Reflecting on 2014, I’d first point to our impressive science (see many highlights on the webpage http://www-als.lbl.gov/index.php/science-highlights/science-highlights.html), and a record number of users and publications: the ALS supported over 2,400 users and we expect to exceed our 2013 record of more than 800 publications. Of course, the past year was also a challenging one for us; together with other national facilities, we had to reduce staff due to reduced government funding. While there is still uncertainty about what the next few years hold for broad government support of science, funding for us this year is now secure and we are well positioned to take advantage of resources as we go forward.
This year is a good time for ALS to both focus on its core strengths and expand partnerships—with other divisions at LBNL, new research programs, other national laboratories, and new funding sources, including foundations. We have an ambitious set of beamline and instrument projects planned for the next few years, and we’ll be able to accomplish our goals with support from those new funding sources.
This year will see the completion of the MAESTRO nano-ARPES beamline, and the COSMIC imaging and scattering project will move forward towards a 2016 completion date. Two new beamlines—AMBER and QERLIN—are in early-stage development and should be completed within the next few years. These projects are key to the future of the ALS in various research areas, including renewable energy sciences and quantum materials. Additional projects include the upgrade of existing beamlines—SAXS-WAXS (together with the Molecular Foundry), small molecule crystallography, spin-ARPES, ambient pressure photoemission (in support of the energy hubs JCAP and JCESR), and scattering in the so-called “tender” x-ray regime (supported by LDRD funds). Beyond that, we’re also working with Howard Hughes Medical Foundation to complete a world-leading micro-focus beamline for structural biology.
In the next few years, we look forward to supporting users with these new capabilities, which will keep us on the cutting edge of science. Also, these projects are consistent with our long-term desire to upgrade the ALS storage ring to fully utilize diffraction-limited or highly coherent x-rays. Together with our community, we’re continuing to examine the opportunities that would be made available with such a brightness upgrade. Also, it is important that instruments we build over the next few years be upgradable for “ALS-U” operations, since we see that as the future for our facility.
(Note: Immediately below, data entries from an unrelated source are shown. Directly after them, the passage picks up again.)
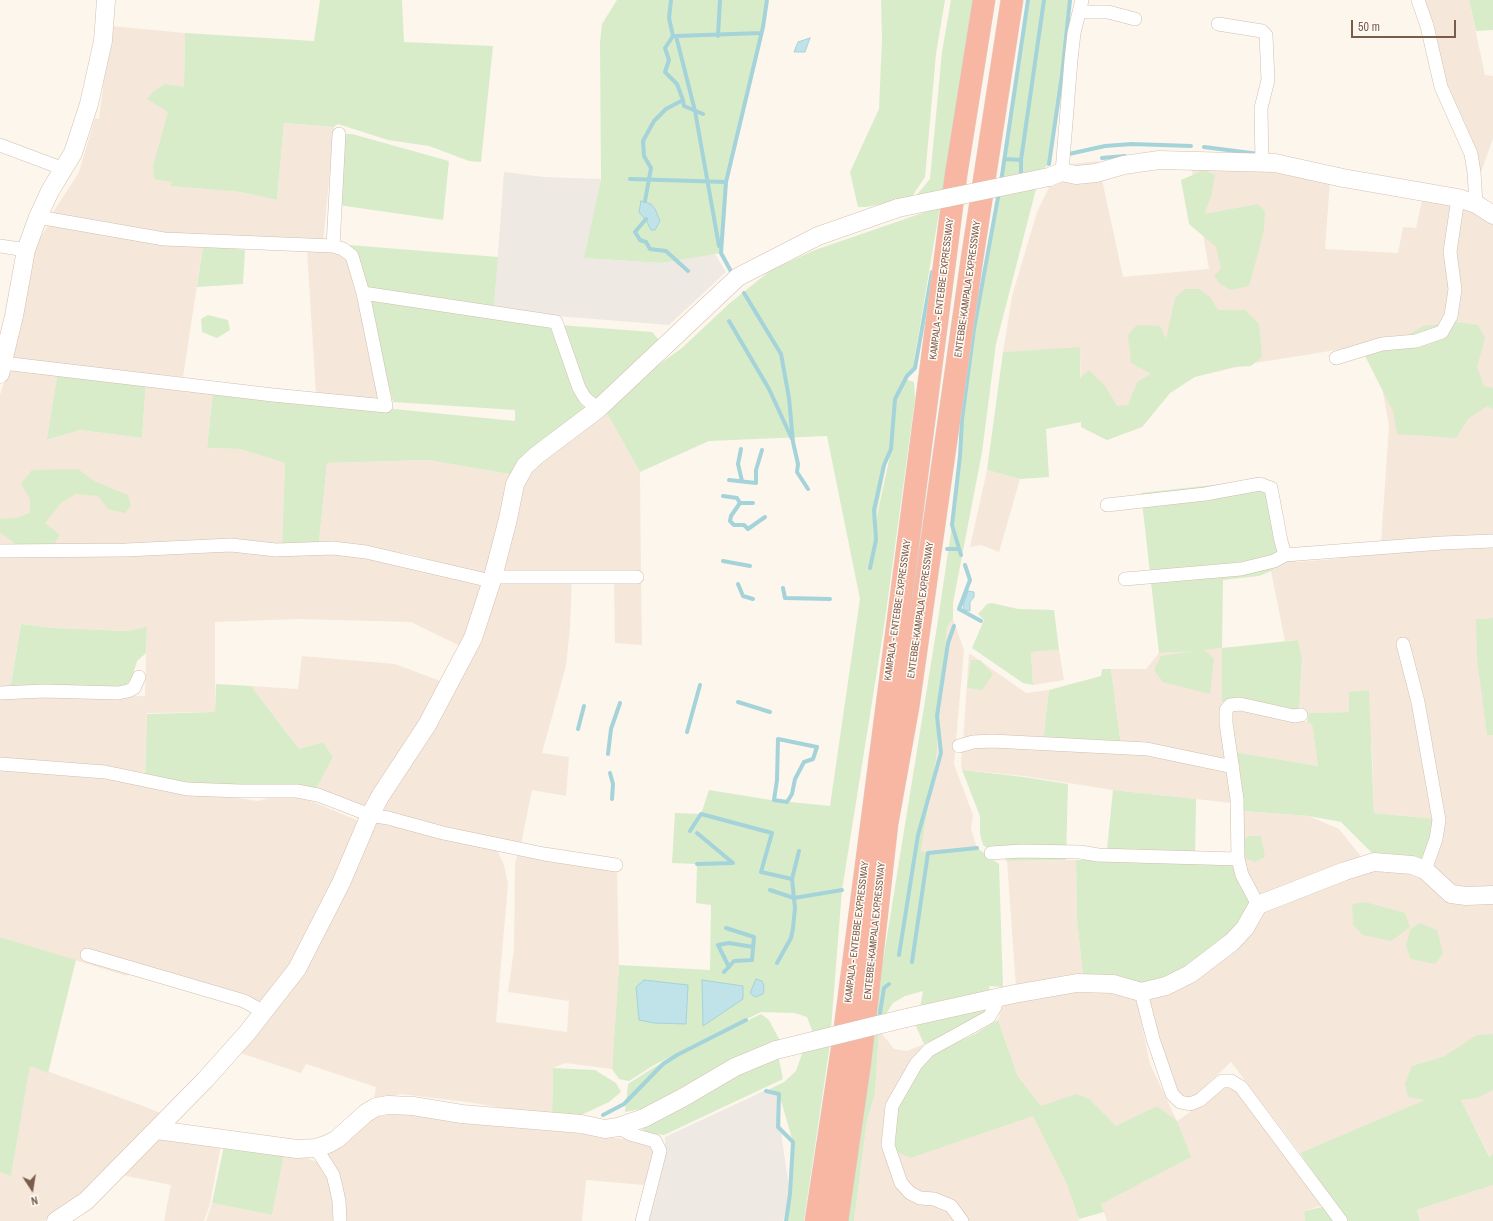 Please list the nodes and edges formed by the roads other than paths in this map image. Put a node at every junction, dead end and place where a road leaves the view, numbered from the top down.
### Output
1 (106, 0) edge
2 (984, 0) edge
3 (1012, 0) edge
4 (1418, 0) edge
5 (1081, 6) edge
6 (1135, 19) dead end
7 (1218, 24) dead end
8 (339, 134) dead end
9 (0, 146) edge
10 (1262, 163) junction
11 (64, 169) junction
12 (1055, 174) junction
13 (1458, 198) junction
14 (1476, 204) junction
15 (1493, 215) edge
16 (38, 217) junction
17 (0, 246) edge
18 (333, 246) junction
19 (26, 250) junction
20 (363, 293) junction
21 (1336, 358) dead end
22 (1, 368) edge
23 (598, 409) junction
24 (1107, 505) dead end
25 (1493, 541) edge
26 (0, 551) edge
27 (1285, 555) junction
28 (637, 577) dead end
29 (492, 579) junction
30 (1124, 579) dead end
31 (1403, 644) dead end
32 (139, 677) dead end
33 (0, 693) edge
34 (1301, 715) dead end
35 (959, 746) dead end
36 (0, 764) edge
37 (1233, 767) junction
38 (370, 816) junction
39 (991, 853) dead end
40 (1238, 860) junction
41 (616, 865) dead end
42 (1425, 870) junction
43 (1493, 895) edge
44 (1258, 905) junction
45 (87, 955) dead end
46 (1141, 992) junction
47 (996, 999) junction
48 (264, 1012) junction
49 (618, 1127) junction
50 (157, 1130) junction
51 (316, 1148) junction
52 (56, 1221) edge
53 (340, 1221) edge
54 (642, 1221) edge
55 (816, 1221) edge
56 (837, 1221) edge
57 (962, 1221) edge
58 (1341, 1221) edge

1 - 11 street
2 - 55 highway, KAMPALA - ENTEBBE EXPRESSWAY
3 - 56 highway, ENTEBBE-KAMPALA EXPRESSWAY
4 - 14 street
5 - 6 street
5 - 12 street
7 - 10 street
8 - 18 street
9 - 11 street
10 - 12 street
10 - 13 street
11 - 16 street
12 - 23 street, bridge
13 - 14 street
13 - 21 street
14 - 15 street
16 - 18 street
16 - 19 street
17 - 19 street
18 - 20 street
19 - 22 street
20 - 22 street
20 - 23 street
23 - 29 street
24 - 27 street
25 - 27 street
26 - 29 street
27 - 30 street
28 - 29 street
29 - 38 street
31 - 42 street
32 - 33 street
34 - 37 street
35 - 37 street
36 - 38 street
37 - 40 street
38 - 41 street
38 - 48 street
39 - 40 street
40 - 44 street
42 - 43 street
42 - 44 street
44 - 46 street
45 - 48 street
46 - 47 street
46 - 58 street
47 - 49 street, bridge
47 - 57 street
48 - 50 street
49 - 51 street
49 - 54 street
50 - 51 street
50 - 52 street
51 - 53 street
Support from Basic Energy Sciences at DOE, together with contributions from our partners, is helping us to operate optimally for users and move forward with our project priorities. We will continue to demonstrate how ALS can increase scientific productivity across a broad spectrum of science and technology, and contribute to the technical and economic vibrancy of the nation.
I am very proud that in the past year we significantly expanded our relationship with the computing divisions at the Lab. As the brightness of our storage ring and the number of ALS instruments has increased over more than 20 years of operation, so have the number of users, experiments, and rate of data generation. Dealing with enormous amounts of data has become increasingly important to the future of the ALS and the Lab as a whole. The Computing Research Division and NERSC computing facility are playing a key role in helping us manage this data, and together we have developed a nationally recognized capability and reputation for rapidly processing huge amounts of data, benefiting users both at the ALS and related facilities.
People at ALS are of course the reason for our success, and I’m pleased to welcome Scott Taylor as safety coordinator and newest member of our ALS family. With Scott’s past experience here at LBNL, and ALS’s Jim Floyd’s promotion to director of the Lab’s EHS Division, we’re well positioned to continue as a model for a great safety culture.
It’s going to be a fun and productive year!